Is Righteous Hatred an Oxymoron? by Helen Khan

“Oh that you would slay the wicked, O God! They speak against you with malicious intent; your enemies take your name in vain. Do I not hate those who hate you, O Lord? And do I not loath those who rise up against you? I hate them with complete hatred; I count them my enemies. Search me, O God, and know my heart! Try mean and know my thoughts! And see if there be any grievous way in me, and lead me in the way everlasting.” Psalm 139: 19-24

I have spent the last number of months moving through Psalm 139, sharing how precious we are to God; how he loves us and created us, a wonderous creation. I have shared the precious thoughts God holds for those he has made. Then, I come up against Psalm 139: 19-24. What happened here? We have moved from pure love to hate, or so it seems. Is this some sort of contradiction?

Protective Love

We have a Czechoslovakian Wolfdog. With us he is warm, friendly, funny, and just a loving dog. We have had him since a pup, and he thinks I am his mommy. We have a loving relationship. But his loyalty also means he is a very protective guard dog. In contrast, if anyone who is not a member of our household comes too close to his mommy, he is upset; ferociously upset. Maybe he even hates.

The first eighteen verses of the Psalm are a major love affair between God and his creation. By now the Psalmist has fallen helplessly in love with God who loves him and thinks about him intimately, all the time. Up to this point it has been just God and him. He now turns his eyes off God and onto the world around him. There he sees evil men who hate God. Therefore, furious indignation ignites David. He uses strong words to these godless evildoers as he stands up to defend the God who loves him.

Is it Okay to Hate?

And he hates what God hates. The intimate relationship between him and God has been intense. He has come to know God, personally. He knows God hates evil and so he too hates it, with righteous hatred.

We have become averse to the word hate. We perceive it is always bad to hate. But sometimes it is okay to hate, it is even the righteous thing to do. We are to hate evil, passionately hate it.
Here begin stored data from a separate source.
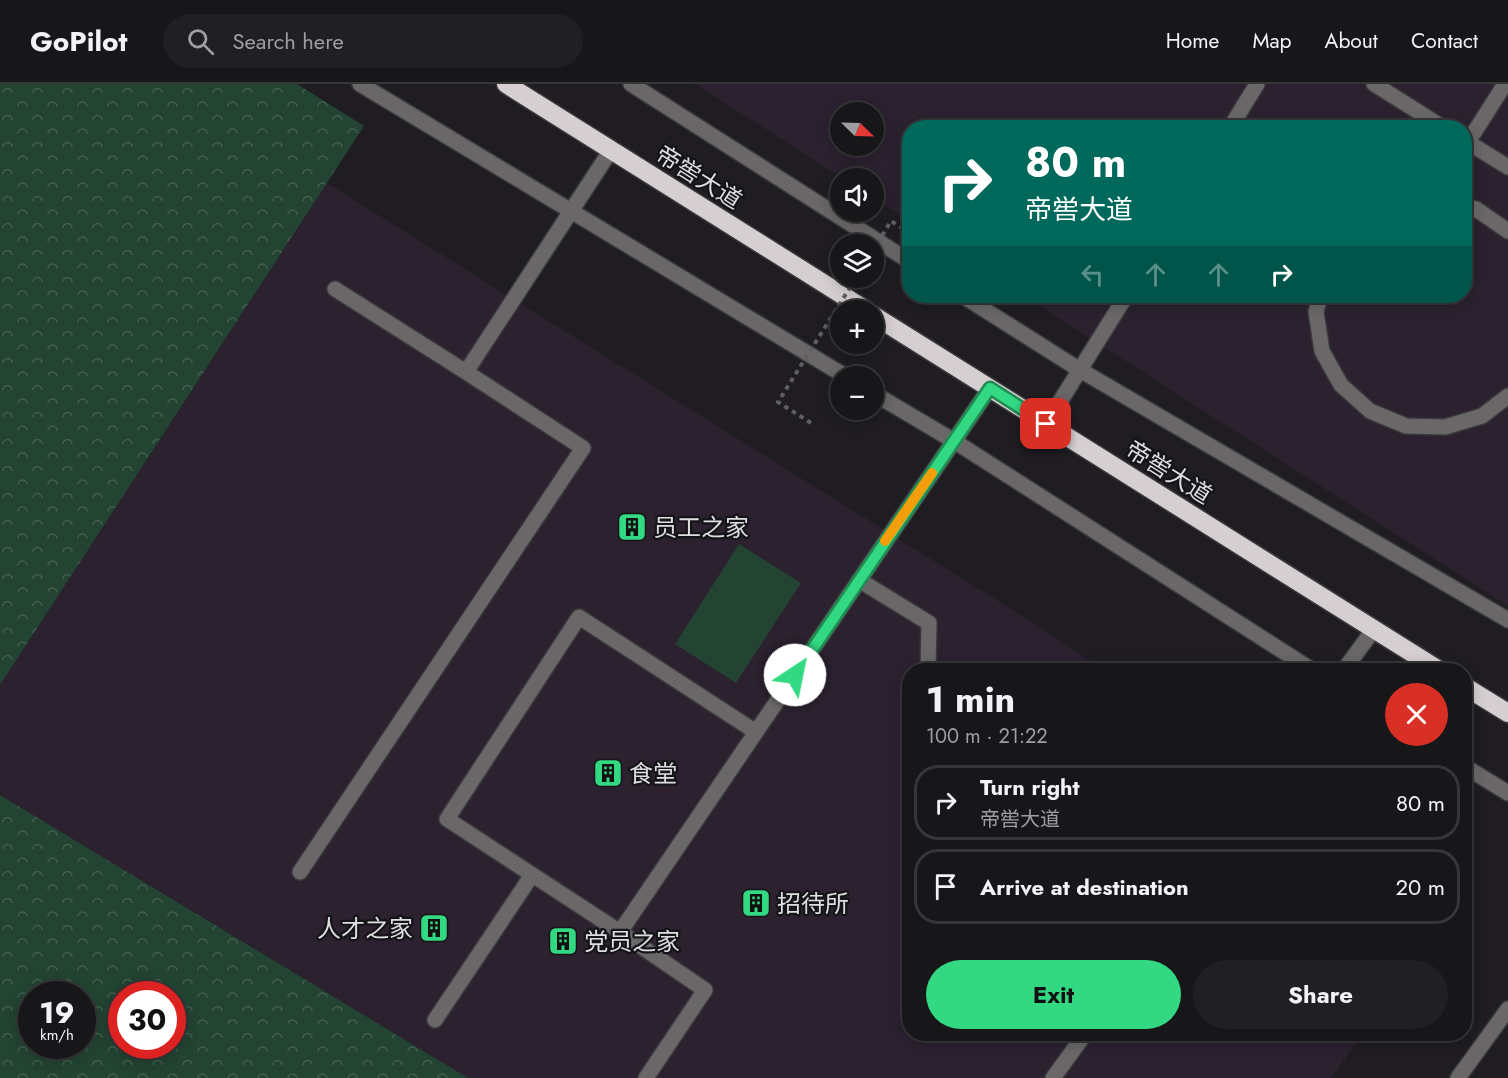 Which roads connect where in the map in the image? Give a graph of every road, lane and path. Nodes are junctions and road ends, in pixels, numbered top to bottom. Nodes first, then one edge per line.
1 (360, 84) edge
2 (506, 84) edge
3 (631, 84) edge
4 (1257, 84) edge
5 (1374, 84) edge
6 (1505, 84) edge
7 (1235, 120) edge
8 (1431, 120) edge
9 (1472, 132) edge
10 (1472, 145) edge
11 (611, 150) junction
12 (1508, 167) edge
13 (1472, 208) edge
14 (571, 212) junction
15 (902, 228) edge
16 (1508, 231) edge
17 (883, 234) edge
18 (902, 257) edge
19 (850, 288) edge
20 (335, 289) dead end
21 (850, 300) edge
22 (974, 303) edge
23 (1122, 303) edge
24 (1318, 303) edge
25 (884, 322) edge
26 (830, 367) edge
27 (1080, 370) junction
28 (466, 372) junction
29 (990, 388) junction
30 (1508, 396) edge
31 (884, 400) edge
32 (811, 423) dead end
33 (1046, 424) junction
34 (954, 441) junction
35 (859, 580) junction
36 (1508, 620) edge
37 (1374, 629) junction
38 (928, 663) edge
39 (1301, 663) edge
40 (1349, 663) edge
41 (1428, 663) edge
42 (1472, 691) edge
43 (1508, 713) edge
44 (756, 732) junction
45 (1472, 770) edge
46 (1508, 793) edge
47 (300, 872) dead end
48 (532, 875) junction
49 (620, 932) junction
50 (1508, 1010) edge
51 (435, 1020) dead end
52 (1080, 1041) edge
53 (646, 1078) edge
54 (1053, 1078) edge
55 (1458, 1078) edge

1 - 14 street
2 - 11 highway, 帝喾大道
3 - 18 street
4 - 7 street
5 - 8 street
6 - 9 street
10 - 12 street
11 - 14 street
11 - 21 highway, 帝喾大道
13 - 16 street
14 - 26 street
14 - 28 street
15 - 17 path, bridge
19 - 32 path, bridge
20 - 28 street
22 - 27 street
23 - 27 street
24 - 30 street
25 - 29 highway, 帝喾大道
27 - 33 street
27 - 36 street
28 - 47 street
29 - 33 highway, 帝喾大道
29 - 34 street
31 - 34 street
33 - 37 highway, 帝喾大道
34 - 35 street
34 - 39 street
35 - 38 street
35 - 44 street
37 - 40 street
37 - 41 highway, 帝喾大道
42 - 43 highway
44 - 48 street
44 - 49 street
45 - 46 street
48 - 49 street
48 - 51 street
49 - 53 street
50 - 55 street
52 - 54 street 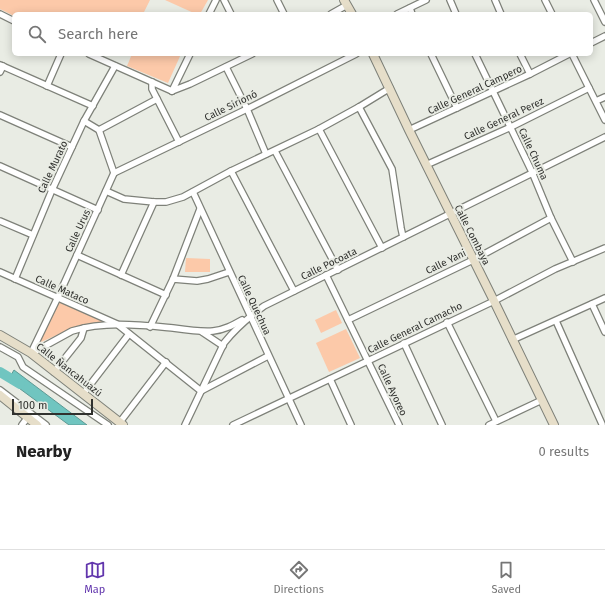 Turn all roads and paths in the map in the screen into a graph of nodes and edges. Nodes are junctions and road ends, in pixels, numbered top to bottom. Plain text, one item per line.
1 (216, 0) edge
2 (224, 0) edge
3 (277, 0) edge
4 (426, 0) edge
5 (450, 0) edge
6 (495, 0) edge
7 (545, 0) edge
8 (594, 0) edge
9 (346, 3) edge
10 (411, 11) edge
11 (210, 12) edge
12 (230, 12) edge
13 (283, 12) edge
14 (334, 12) edge
15 (351, 12) edge
16 (455, 12) edge
17 (501, 12) edge
18 (551, 12) edge
19 (0, 14) edge
20 (12, 20) edge
21 (605, 22) edge
22 (605, 36) edge
23 (593, 42) edge
24 (60, 56) edge
25 (93, 56) edge
26 (189, 56) edge
27 (247, 56) edge
28 (352, 56) edge
29 (374, 56) edge
30 (432, 56) edge
31 (476, 56) edge
32 (521, 56) edge
33 (567, 56) edge
34 (572, 56) edge
35 (1, 65) edge
36 (115, 66) junction
37 (226, 67) junction
38 (0, 72) edge
39 (530, 74) junction
40 (152, 82) junction
41 (47, 86) junction
42 (390, 88) junction
43 (589, 88) junction
44 (172, 91) junction
45 (493, 91) junction
46 (605, 97) edge
47 (157, 99) junction
48 (596, 101) junction
49 (93, 106) junction
50 (358, 107) junction
51 (457, 108) junction
52 (247, 109) junction
53 (0, 115) edge
54 (605, 120) edge
55 (84, 121) junction
56 (511, 127) junction
57 (318, 129) junction
58 (99, 130) junction
59 (409, 130) junction
60 (605, 138) edge
61 (179, 142) junction
62 (72, 147) junction
63 (275, 150) junction
64 (266, 154) junction
65 (426, 165) junction
66 (0, 166) edge
67 (231, 171) junction
68 (532, 172) junction
69 (114, 173) junction
70 (52, 190) junction
71 (106, 191) junction
72 (193, 192) junction
73 (154, 202) junction
74 (200, 209) junction
75 (98, 210) junction
76 (451, 214) junction
77 (551, 218) junction
78 (0, 221) edge
79 (33, 235) junction
80 (403, 237) junction
81 (382, 248) junction
82 (605, 248) edge
83 (77, 255) junction
84 (473, 260) junction
85 (573, 262) junction
86 (338, 270) junction
87 (0, 272) edge
88 (229, 272) junction
89 (121, 274) junction
90 (326, 276) junction
91 (15, 279) junction
92 (173, 279) junction
93 (294, 291) junction
94 (166, 295) junction
95 (58, 297) junction
96 (605, 298) edge
97 (494, 301) junction
98 (592, 304) junction
99 (250, 316) junction
100 (348, 320) junction
101 (556, 321) junction
102 (447, 322) junction
103 (117, 324) junction
104 (150, 326) junction
105 (84, 328) junction
106 (202, 331) junction
107 (605, 332) edge
108 (128, 334) junction
109 (0, 335) edge
110 (512, 340) junction
111 (404, 343) junction
112 (223, 346) junction
113 (0, 348) edge
114 (31, 354) junction
115 (268, 356) junction
116 (368, 361) junction
117 (166, 362) junction
118 (54, 372) junction
119 (330, 379) junction
120 (0, 390) edge
121 (201, 391) junction
122 (83, 394) junction
123 (0, 396) edge
124 (288, 400) junction
125 (542, 400) junction
126 (28, 417) junction
127 (496, 421) junction
128 (122, 424) edge
129 (602, 424) edge
130 (22, 425) edge
131 (37, 425) edge
132 (46, 425) edge
133 (108, 425) edge
134 (185, 425) edge
135 (233, 425) edge
136 (301, 425) edge
137 (352, 425) edge
138 (398, 425) edge
139 (442, 425) edge
140 (489, 425) edge
141 (554, 425) edge

1 - 11 street
2 - 12 street
3 - 13 street
4 - 10 street
5 - 16 street
6 - 17 street
7 - 18 street
8 - 21 street
9 - 14 street
9 - 15 street
19 - 20 street
22 - 23 street
24 - 41 street
25 - 36 street
26 - 44 street
27 - 37 street
28 - 52 street, Calle Sirionó
29 - 42 street, Calle Combaya
30 - 51 street
31 - 45 street, Calle Chuma
32 - 39 street
33 - 39 street, Calle General Campero
34 - 43 street
35 - 38 street
35 - 41 street
36 - 40 street
36 - 49 street, Calle Murato
37 - 44 street
37 - 52 street
39 - 45 street, Calle General Campero
40 - 44 street
40 - 47 street
41 - 49 street
42 - 50 street
42 - 59 street, Calle Combaya
43 - 48 street
43 - 56 street, Calle General Perez
45 - 51 street, Calle General Campero
45 - 56 street, Calle Chuma
46 - 48 street
47 - 58 street
47 - 61 street
48 - 54 street
49 - 55 street, Calle Murato
50 - 57 street
50 - 80 street
51 - 59 street, Calle General Campero
52 - 61 street, Calle Sirionó
52 - 64 street
53 - 62 street
55 - 58 street
55 - 62 street, Calle Murato
56 - 65 street, Calle General Perez
56 - 68 street, Calle Chuma
57 - 63 street
57 - 81 street
58 - 69 street
59 - 65 street, Calle Combaya
60 - 68 street, Calle Pocoata
61 - 69 street, Calle Sirionó
62 - 70 street, Calle Murato
63 - 64 street
63 - 86 street
64 - 67 street
65 - 76 street, Calle Combaya
66 - 70 street
67 - 72 street
67 - 93 street
68 - 76 street, Calle Pocoata
68 - 77 street, Calle Chuma
69 - 71 street, Calle Urus
70 - 75 street
70 - 79 street, Calle Murato
71 - 73 street
71 - 75 street, Calle Urus
72 - 73 street
72 - 74 street, Calle Quechua
73 - 89 street
74 - 88 street, Calle Quechua
74 - 92 street
75 - 83 street, Calle Urus
76 - 80 street, Calle Pocoata
76 - 84 street, Calle Combaya
77 - 84 street, Calle Yani
77 - 85 street, Calle Chuma
78 - 79 street
79 - 91 street, Calle Murato
80 - 81 street, Calle Pocoata
81 - 86 street, Calle Pocoata
82 - 85 street, Calle General Camacho
83 - 89 street
83 - 95 street, Calle Urus
84 - 97 street, Calle Combaya
84 - 100 street, Calle Yani
85 - 97 street, Calle General Camacho
86 - 90 street, Calle Pocoata
87 - 91 street, Calle Mataco
88 - 92 street
88 - 99 street, Calle Quechua
89 - 94 street
90 - 93 street, Calle Pocoata
90 - 100 street, Calle Ayoreo
91 - 95 street, Calle Mataco
92 - 94 street
93 - 99 street, Calle Pocoata
94 - 104 street
95 - 103 street, Calle Mataco
95 - 114 street, Calle Urus
96 - 98 street
97 - 102 street, Calle General Camacho
97 - 110 street, Calle Combaya
98 - 101 street
98 - 107 street
99 - 106 street
99 - 112 street, Calle Pocoata
99 - 115 street, Calle Quechua
100 - 116 street, Calle Ayoreo
101 - 110 street
101 - 129 street
102 - 111 street, Calle General Camacho
102 - 127 street
103 - 104 street
103 - 105 street
103 - 108 street
104 - 106 street
105 - 114 street
105 - 118 street
106 - 112 street
108 - 117 street
108 - 122 street
109 - 114 street, Calle Ñancahuazú
110 - 125 street, Calle Combaya
111 - 116 street, Calle General Camacho
111 - 139 street
112 - 121 street, Calle Pocoata
113 - 133 street
114 - 118 street, Calle Ñancahuazú
115 - 121 street
115 - 124 street, Calle Quechua
116 - 119 street, Calle General Camacho
116 - 138 street, Calle Ayoreo
117 - 121 street
117 - 128 street
118 - 122 street, Calle Ñancahuazú
119 - 124 street, Calle General Camacho
119 - 137 street
120 - 132 street
121 - 134 street, Calle Pocoata
122 - 128 street, Calle Ñancahuazú
123 - 126 street
124 - 135 street, Calle General Camacho
124 - 136 street, Calle Quechua
125 - 127 street
125 - 141 street, Calle Combaya
126 - 130 street
126 - 131 street
127 - 140 street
When we see evil we ought to pray that God will help those under its evil clutches escape. When we see human trafficking, racism, murder of the innocent, misogyny, child slavery, oppression – the list goes on; it is okay to hate. It is called a righteous hatred. We hate the evil and stand against it and side with the victim and fallen. This hatred is far different than when we lash out at the closest person to us because we had a bad day at the office. It is different that the indication we feel when we are slighted or suffer a minor offence. That is plain old hatred and maybe we need to learn tolerance and forgiveness.

So self-hate towards ourselves, hate towards others for unrighteous reasons is not hate that is acceptable, either by God or in society. It is unrighteous hate. We need to develop a hatred that parallels God’s hatred.

When we think of God’s hatred, we must remember that although God hates evil and evildoers, he still sent Jesus Christ to this world to reconcile us back to Him. “For God demonstrated his love to us, while we were still sinners, Christ died for us.” (Romans 5:8) Are we capable of that kind of righteous hatred while loving ultimately?

Fearful Self-Reflection

The Psalmist is not just some self-righteous snob. He is not arrogant for he recognises that he could also succumb to adopting an evil mindset or acting against God and his creation. Thus, he calls out to God and says, (my words); Lord God, I could fall prey to that too. I pray that you, God, will search my heart and if I have any hint of evil in me, lead me away from it, lead me to the way everlasting.

The Psalmist had a realistic expectation of what his body and mind can do. He knows that all have fallen short of the Glory of God. He knows he needs help from God lest he too become a godless hater.

All scripture is written for our benefit. Our takeaway today is that we, like God, should hate sin, love righteousness, and love the God who loves us.